Is Bad News Already Priced into the Bond Market?

Market adjustments and yields: Fixed income markets have absorbed significant geopolitical and economic developments in recent months, particularly since the escalation of the Iran conflict. Treasury yields have risen sharply, reflecting a combination of higher growth expectations, elevated term premia, and a notable repricing of monetary policy.

Inflation and economic resilience: Yet this adjustment has occurred without a breakout in long-term inflation expectations or a collapse in economic data. This dynamic suggests that a substantial portion of potential bad news — higher-for-longer rates, persistent but contained inflation pressures, and geopolitical risk — may already be embedded in current pricing.

Fed policy and duration outlook: Investors appear to have recalibrated their views on the terminal rate for this cycle and the neutral fed funds rate, moving closer to more hawkish Federal Open Market Committee (FOMC) members’ perspectives. At the same time, stable inflation expectations give the Federal Reserve (Fed) the flexibility to remain on hold rather than react preemptively. This environment supports a cautious — but not outright bearish — outlook for duration, with yields likely past peak levels.

Recent Yield Movements Amid Geopolitical Tensions

Since the onset of the Iran conflict (through last Friday’s close), the U.S. Treasury curve has experienced a meaningful bear flattening with front end yields rising more than back-end yields.

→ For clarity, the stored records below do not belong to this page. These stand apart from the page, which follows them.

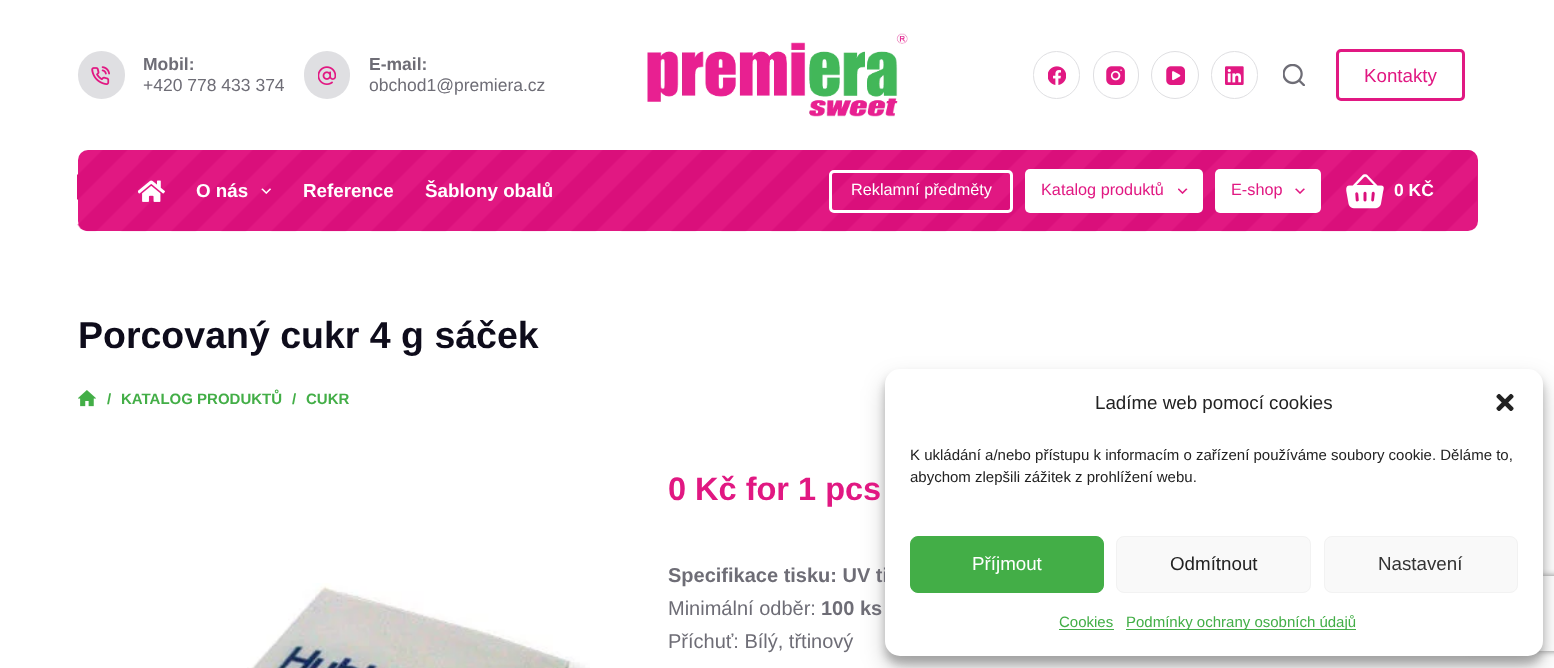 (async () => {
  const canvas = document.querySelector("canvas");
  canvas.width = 1554;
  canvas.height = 668;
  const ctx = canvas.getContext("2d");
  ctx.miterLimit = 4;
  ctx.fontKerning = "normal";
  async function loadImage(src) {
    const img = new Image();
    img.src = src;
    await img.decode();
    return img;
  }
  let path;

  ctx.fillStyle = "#ffffff";
  ctx.fillRect(0, 0, 1554, 668);
  ctx.fillStyle = "#dfdfe2";
  ctx.beginPath();
  ctx.roundRect(78, 51, 47, 48, 23.5);
  ctx.fill();
  ctx.drawImage(await loadImage("img/1.png"), 91, 66, 19, 19);
  ctx.beginPath();
  ctx.roundRect(304, 51, 46, 48, 23);
  ctx.fill();
  ctx.drawImage(await loadImage("img/2.png"), 318, 66, 18, 19);
  ctx.drawImage(await loadImage("img/3.png"), 647, 33, 261, 84);
  ctx.beginPath();
  ctx.roundRect(1033.5, 51.5, 46, 47, 23);
  ctx.strokeStyle = "#dfdfe2";
  ctx.stroke();
  ctx.drawImage(await loadImage("img/4.png"), 1048, 66, 18, 19);
  ctx.beginPath();
  ctx.roundRect(1093.5, 51.5, 45, 47, 22.5);
  ctx.stroke();
  ctx.drawImage(await loadImage("img/5.png"), 1106, 66, 19, 19);
  ctx.beginPath();
  ctx.arc(1175, 75, 23.5, 0, Math.PI * 2);
  ctx.stroke();
  ctx.drawImage(await loadImage("img/6.png"), 1166, 66, 19, 19);
  ctx.beginPath();
  ctx.roundRect(1211.5, 51.5, 46, 47, 23);
  ctx.stroke();
  ctx.drawImage(await loadImage("img/7.png"), 1225, 66, 19, 19);
  ctx.drawImage(await loadImage("img/8.png"), 1283, 64, 22, 22);
  ctx.beginPath();
  ctx.roundRect(1337.5, 50.5, 126, 49, 3.5);
  ctx.strokeStyle = "#e11882";
  ctx.lineWidth = 3;
  ctx.stroke();
  ctx.fillStyle = "#e11882";
  ctx.beginPath();
  ctx.roundRect(78, 150, 1400, 81, 10);
  ctx.fill();
  ctx.drawImage(await loadImage("img/9.png"), 77, 150, 1400, 82);
  ctx.drawImage(await loadImage("img/10.png"), 138, 180, 27, 22);
  ctx.drawImage(await loadImage("img/11.png"), 261, 188, 10, 6);
  ctx.beginPath();
  ctx.roundRect(830.5, 171.5, 181, 40, 3.5);
  ctx.strokeStyle = "#ffffff";
  ctx.stroke();
  ctx.fillStyle = "#ffffff";
  ctx.beginPath();
  ctx.roundRect(1025, 169, 178, 44, 5);
  ctx.fill();
  ctx.drawImage(await loadImage("img/12.png"), 1178, 188, 10, 6);
  ctx.beginPath();
  ctx.roundRect(1215, 169, 106, 44, 5);
  ctx.fill();
  ctx.drawImage(await loadImage("img/13.png"), 1295, 188, 10, 6);
  ctx.drawImage(await loadImage("img/14.png"), 1346, 174, 38, 35);
  ctx.drawImage(await loadImage("img/15.png"), 78, 390, 18, 17);
  ctx.drawImage(await loadImage("img/16.png"), 247, 583, 343, 85);
  ctx.fillStyle = "rgba(0, 0, 0, 0.23)";
  ctx.filter = "blur(4px)";
  ctx.beginPath();
  ctx.roundRect(885, 376, 658, 288, 15);
  ctx.fill();
  ctx.filter = "none";
  ctx.fillStyle = "rgba(0, 0, 0, 0.19)";
  ctx.filter = "blur(12.5px)";
  ctx.beginPath();
  ctx.roundRect(885, 381, 658, 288, 15);
  ctx.fill();
  ctx.filter = "none";
  ctx.save();
  path = new Path2D("M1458 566H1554V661H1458ZM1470.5 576H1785.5C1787 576 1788 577 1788 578.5V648.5C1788 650 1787 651 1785.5 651H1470.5C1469 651 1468 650 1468 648.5V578.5C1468 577 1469 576 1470.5 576Z");
  ctx.clip(path, "evenodd");
  ctx.fillStyle = "#808080";
  ctx.filter = "blur(3px)";
  ctx.beginPath();
  ctx.roundRect(1468, 576, 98, 75, 2.5);
  ctx.fill();
  ctx.filter = "none";
  ctx.restore();
  ctx.font = "bold 17.5px Liberation Sans";
  ctx.fillStyle = "#6e6d76";
  ctx.fillText("Mobil:", 143, 70);
  ctx.font = "17.5px Liberation Sans";
  ctx.fillText("+420 778 433 374", 143, 91);
  ctx.font = "bold 17.5px Liberation Sans";
  ctx.fillText("E-mail:", 369, 70);
  ctx.font = "17.5px Liberation Sans";
  ctx.fillText("obchod1@premiera.cz", 369, 91);
  ctx.font = "18.75px Liberation Sans";
  ctx.fillStyle = "#e11882";
  ctx.fillText("Kontakty", 1364, 82);
  ctx.font = "bold 18.75px Liberation Sans";
  ctx.fillStyle = "#ffffff";
  for (const [text, x, y] of [
    ["O nás", 196, 197],
    ["Reference", 303, 197],
    ["Šablony obalů", 425, 197],
  ]) {
    ctx.fillText(text, x, y);
  }
  ctx.font = "16.25px Liberation Sans";
  ctx.fillText("Reklamní předměty", 851, 195);
  ctx.fillStyle = "#e11882";
  ctx.fillText("Katalog produktů", 1041, 195);
  ctx.fillText("E-shop", 1231, 195);
  ctx.font = "bold 17.5px Liberation Sans";
  ctx.fillStyle = "#ffffff";
  ctx.fillText("0 KČ", 1394, 196);
  ctx.font = "bold 37.5px Liberation Sans";
  ctx.fillStyle = "#0e0c1b";
  ctx.fillText("Porcovaný cukr 4 g sáček", 78, 348);
  ctx.font = "bold 15px Liberation Sans";
  ctx.fillStyle = "#43ae47";
  for (const [text, x, y] of [
    ["/", 107, 404],
    ["KATALOG PRODUKTŮ", 121, 404],
    ["/", 292, 404],
    ["CUKR", 306, 404],
  ]) {
    ctx.fillText(text, x, y);
  }
  ctx.font = "bold 32.5px Liberation Sans";
  ctx.fillStyle = "#e11882";
  ctx.fillText("0 Kč for 1 pcs", 668, 500);
  ctx.font = "bold 20px Liberation Sans";
  ctx.fillStyle = "#6e6d76";
  ctx.fillText("Specifikace tisku: UV ti", 668, 582);
  ctx.font = "20px Liberation Sans";
  ctx.fillText("Minimální odběr:", 668, 615);
  ctx.font = "bold 20px Liberation Sans";
  ctx.fillText("100 ks", 821, 615);
  ctx.font = "20px Liberation Sans";
  ctx.fillText("Příchuť: Bílý, třtinový", 668, 648);
  ctx.fillStyle = "#ffffff";
  ctx.beginPath();
  ctx.roundRect(885, 369, 658, 287, 15);
  ctx.fill();
  ctx.font = "18.75px Liberation Sans";
  ctx.fillStyle = "#222222";
  ctx.fillText("Ladíme web pomocí cookies", 1095, 409);
  ctx.drawImage(await loadImage("img/17.png"), 1496, 393, 18, 18);
  ctx.font = "15px Liberation Sans";
  ctx.fillText("K ukládání a/nebo přístupu k informacím o zařízení používáme soubory cookie. Děláme to,", 910, 460);
  ctx.fillText("abychom zlepšili zážitek z prohlížení webu.", 910, 482);
  ctx.fillStyle = "#43ae47";
  ctx.beginPath();
  ctx.roundRect(910.5, 536.5, 193, 56, 7.5);
  ctx.fill();
  ctx.strokeStyle = "#43ae47";
  ctx.lineWidth = 1;
  ctx.stroke();
  ctx.font = "18.75px Liberation Sans";
  ctx.fillStyle = "#ffffff";
  ctx.fillText("Příjmout", 972, 570);
  ctx.fillStyle = "#f9f9f9";
  ctx.beginPath();
  ctx.roundRect(1116.5, 536.5, 194, 56, 7.5);
  ctx.fill();
  ctx.strokeStyle = "#f2f2f2";
  ctx.stroke();
  ctx.fillStyle = "#222222";
  ctx.fillText("Odmítnout", 1170, 570);
  ctx.fillStyle = "#f9f9f9";
  ctx.beginPath();
  ctx.roundRect(1324.5, 536.5, 193, 56, 7.5);
  ctx.fill();
  ctx.stroke();
  ctx.fillStyle = "#333333";
  ctx.fillText("Nastavení", 1378, 570);
  ctx.font = "15px Liberation Sans";
  ctx.fillStyle = "#43ae47";
  ctx.fillText("Cookies", 1059, 627);
  ctx.fillRect(1059, 629, 55, 1);
  ctx.fillRect(1126, 629, 230, 1);
  ctx.fillText("Podmínky ochrany osobních údajů", 1126, 627);
})();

The 10-year Treasury yield has increased by approximately 60 basis points (bps), while the 2-year yield has risen by 77 bps. These moves represent a swift repricing that incorporates several factors: rising inflation expectations tied to energy price volatility, an increase in compensation demanded for uncertainty (known as term premia); and a fundamental reassessment of the path for short-term policy rates.

That the increase in yields is not solely a function of inflation fears is important (as discussed later). Market participants have also layered in expectations for stronger real growth in the near term, possibly supported by ongoing investment in the artificial intelligence buildout. Simultaneously, geopolitical risks and fiscal concerns have contributed to higher term premia, reminding investors that rate volatility could remain elevated.

Importantly, these yield increases have been orderly. Despite the geopolitical catalyst, liquidity in core fixed income markets has held up, with no evidence of acute stress in funding markets or forced selling. This resilience underscores that the market is processing information in a measured and efficient way.